Segment Start: Task material

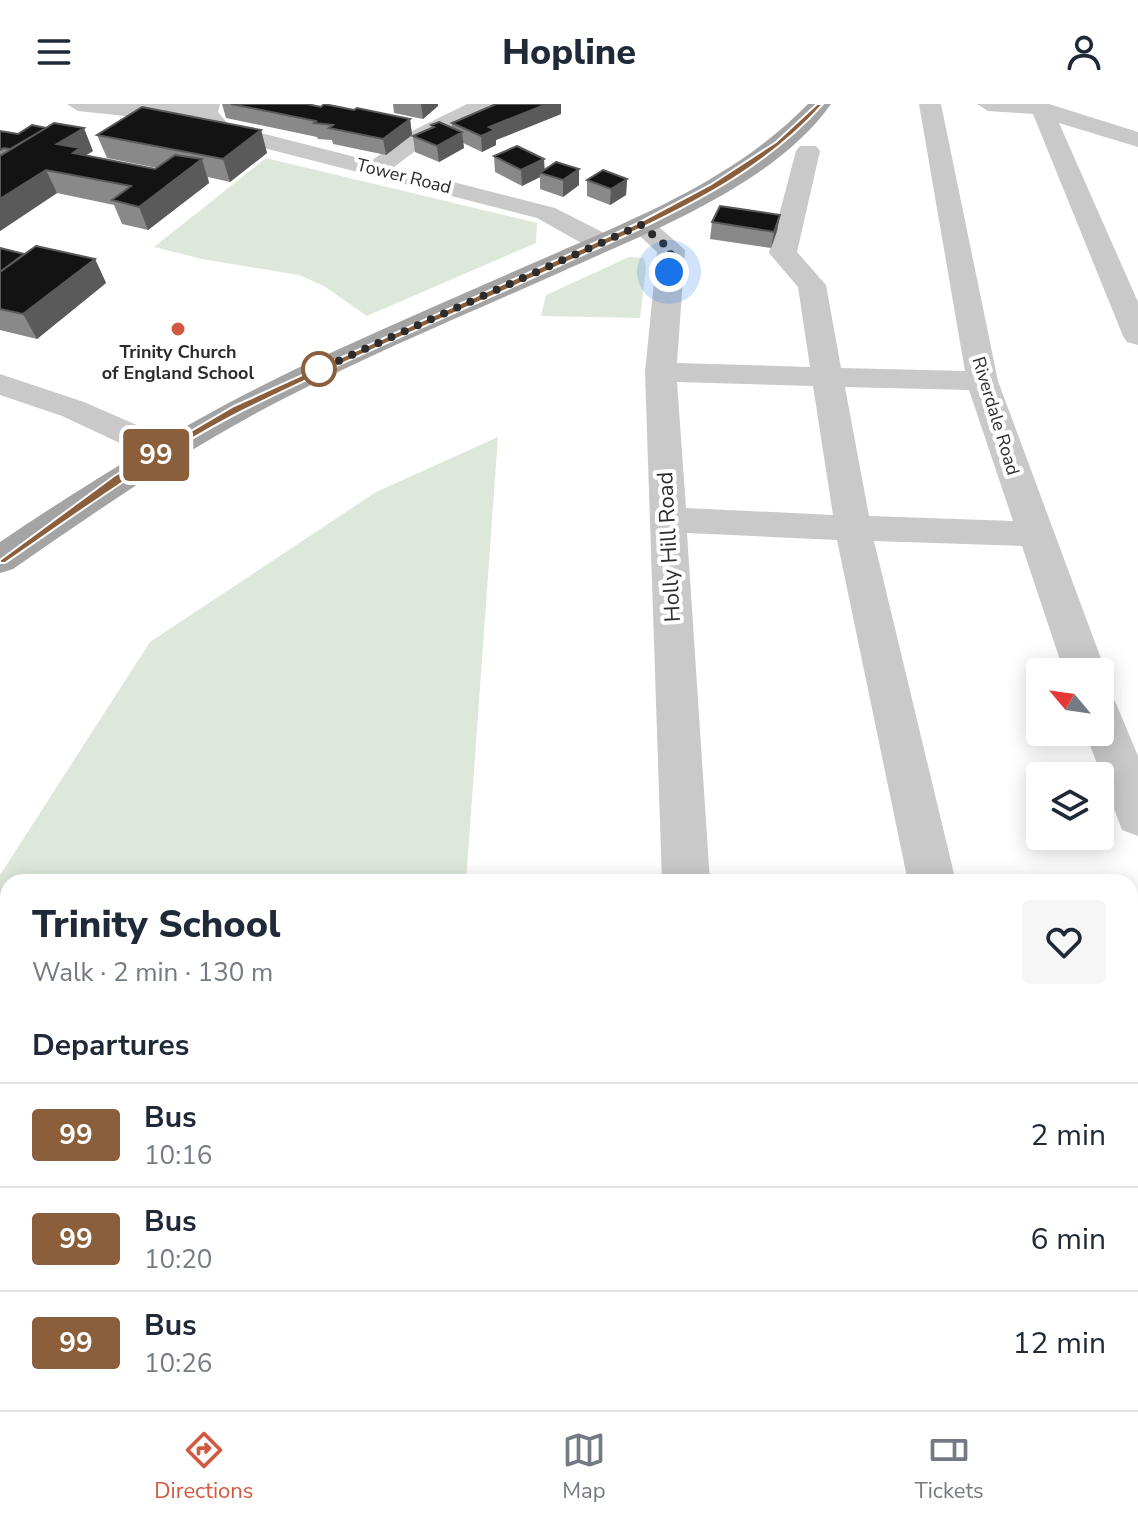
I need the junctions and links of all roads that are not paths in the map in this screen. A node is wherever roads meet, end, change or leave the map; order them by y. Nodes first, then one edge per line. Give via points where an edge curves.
1 (78, 104) edge
2 (484, 104) edge
3 (820, 104) edge
4 (930, 104) edge
5 (988, 104) edge
6 (208, 108) edge
7 (1042, 109) junction
8 (1138, 140) edge
9 (808, 151) dead end
10 (376, 169) junction
11 (641, 225) junction
12 (602, 243) junction
13 (1138, 336) edge
14 (661, 372) junction
15 (826, 375) junction
16 (982, 381) junction
17 (0, 384) edge
18 (164, 450) junction
19 (668, 520) junction
20 (853, 528) junction
21 (1034, 534) junction
22 (0, 560) edge
23 (1080, 658) edge
24 (1112, 746) edge
25 (1138, 816) edge
26 (686, 874) edge
27 (930, 874) edge

1 - 6 street, Tower Road via 163,113
2 - 10 street via 422,135
3 - 11 main road via 779,144
4 - 16 street, Riverdale Road
5 - 7 street
6 - 10 street, Tower Road via 221,130
7 - 8 street
7 - 13 street
9 - 15 street via 783,253 812,285
10 - 12 street, Tower Road via 546,213
11 - 12 main road
11 - 14 street, Holly Hill Road via 671,250
12 - 18 main road via 316,371
14 - 15 street
14 - 19 street, Holly Hill Road
15 - 16 street
15 - 20 street
16 - 21 street, Riverdale Road
17 - 18 street
18 - 22 main road
19 - 20 street
19 - 26 street, Holly Hill Road
20 - 21 street
20 - 27 street
21 - 23 street, Riverdale Road
24 - 25 street

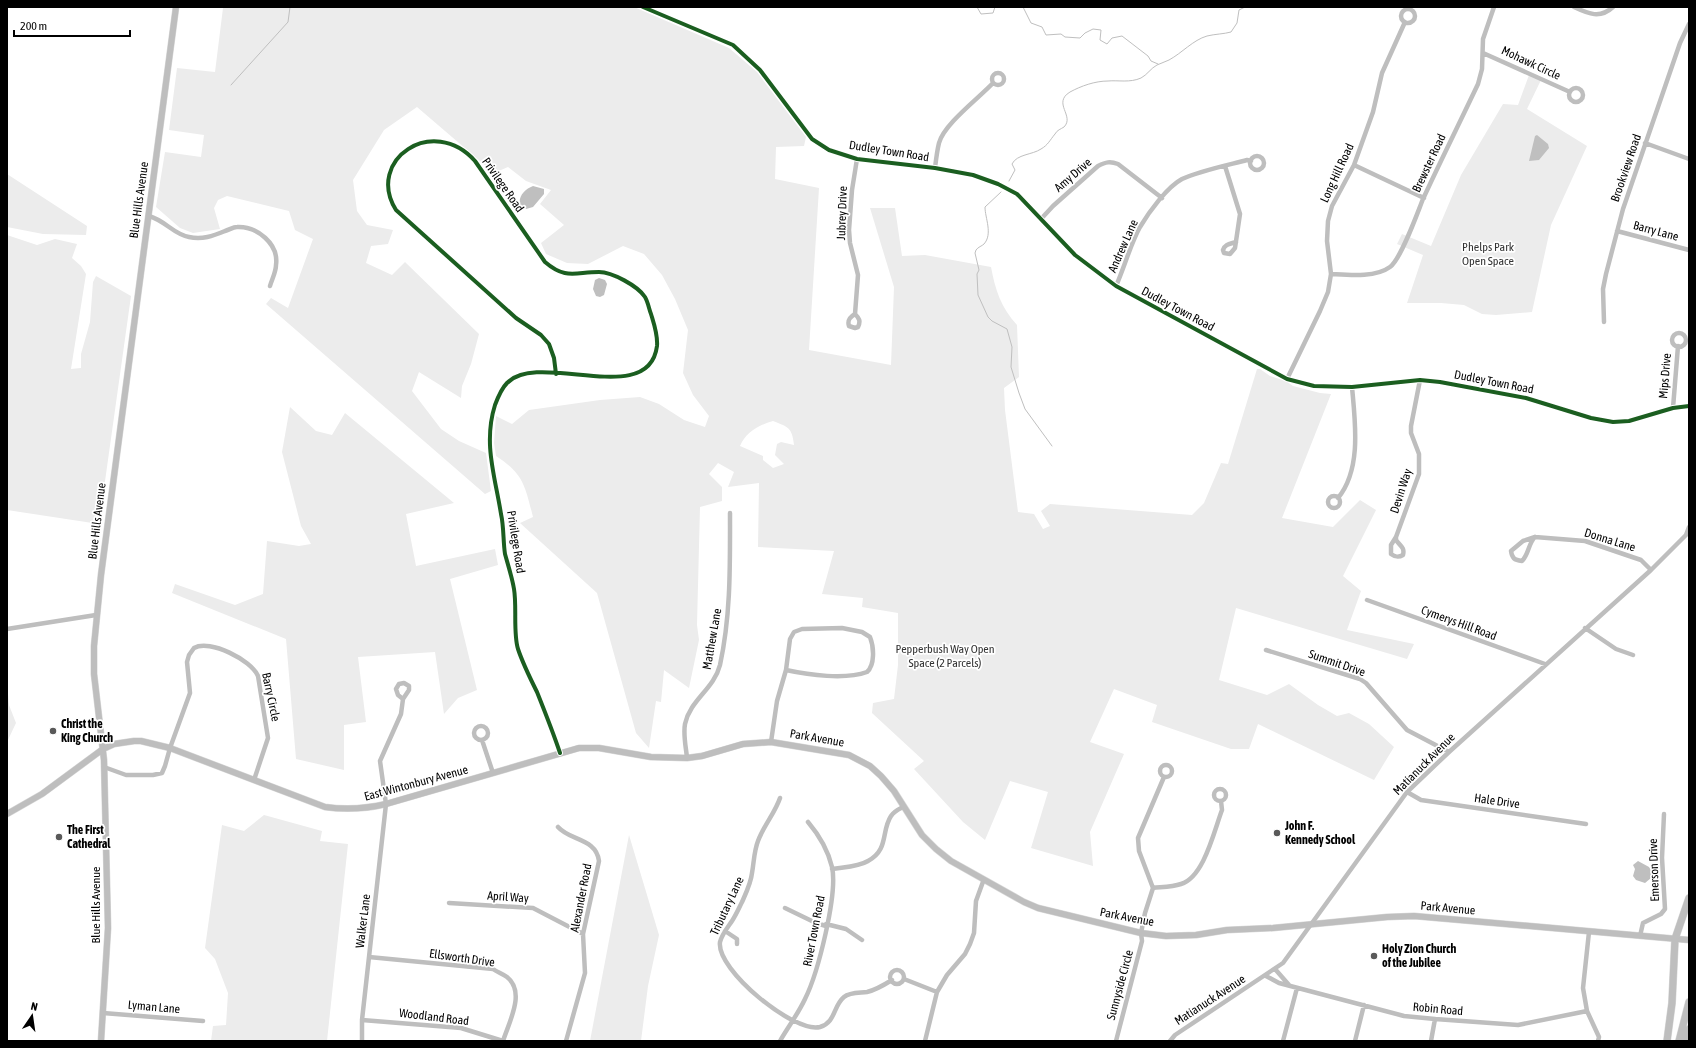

Segment End: Task material

** Task to carry out **
All entries are to be duplicated exactly, with the pictures left out.

** Output below **
I need the junctions and links of all roads that are not paths in the map in this screen. A node is wherever roads meet, end, change or leave the map; order them by y. Nodes first, then one edge per line. Give via points where an edge curves.
1 (78, 104) edge
2 (484, 104) edge
3 (820, 104) edge
4 (930, 104) edge
5 (988, 104) edge
6 (208, 108) edge
7 (1042, 109) junction
8 (1138, 140) edge
9 (808, 151) dead end
10 (376, 169) junction
11 (641, 225) junction
12 (602, 243) junction
13 (1138, 336) edge
14 (661, 372) junction
15 (826, 375) junction
16 (982, 381) junction
17 (0, 384) edge
18 (164, 450) junction
19 (668, 520) junction
20 (853, 528) junction
21 (1034, 534) junction
22 (0, 560) edge
23 (1080, 658) edge
24 (1112, 746) edge
25 (1138, 816) edge
26 (686, 874) edge
27 (930, 874) edge

1 - 6 street, Tower Road via 163,113
2 - 10 street via 422,135
3 - 11 main road via 779,144
4 - 16 street, Riverdale Road
5 - 7 street
6 - 10 street, Tower Road via 221,130
7 - 8 street
7 - 13 street
9 - 15 street via 783,253 812,285
10 - 12 street, Tower Road via 546,213
11 - 12 main road
11 - 14 street, Holly Hill Road via 671,250
12 - 18 main road via 316,371
14 - 15 street
14 - 19 street, Holly Hill Road
15 - 16 street
15 - 20 street
16 - 21 street, Riverdale Road
17 - 18 street
18 - 22 main road
19 - 20 street
19 - 26 street, Holly Hill Road
20 - 21 street
20 - 27 street
21 - 23 street, Riverdale Road
24 - 25 street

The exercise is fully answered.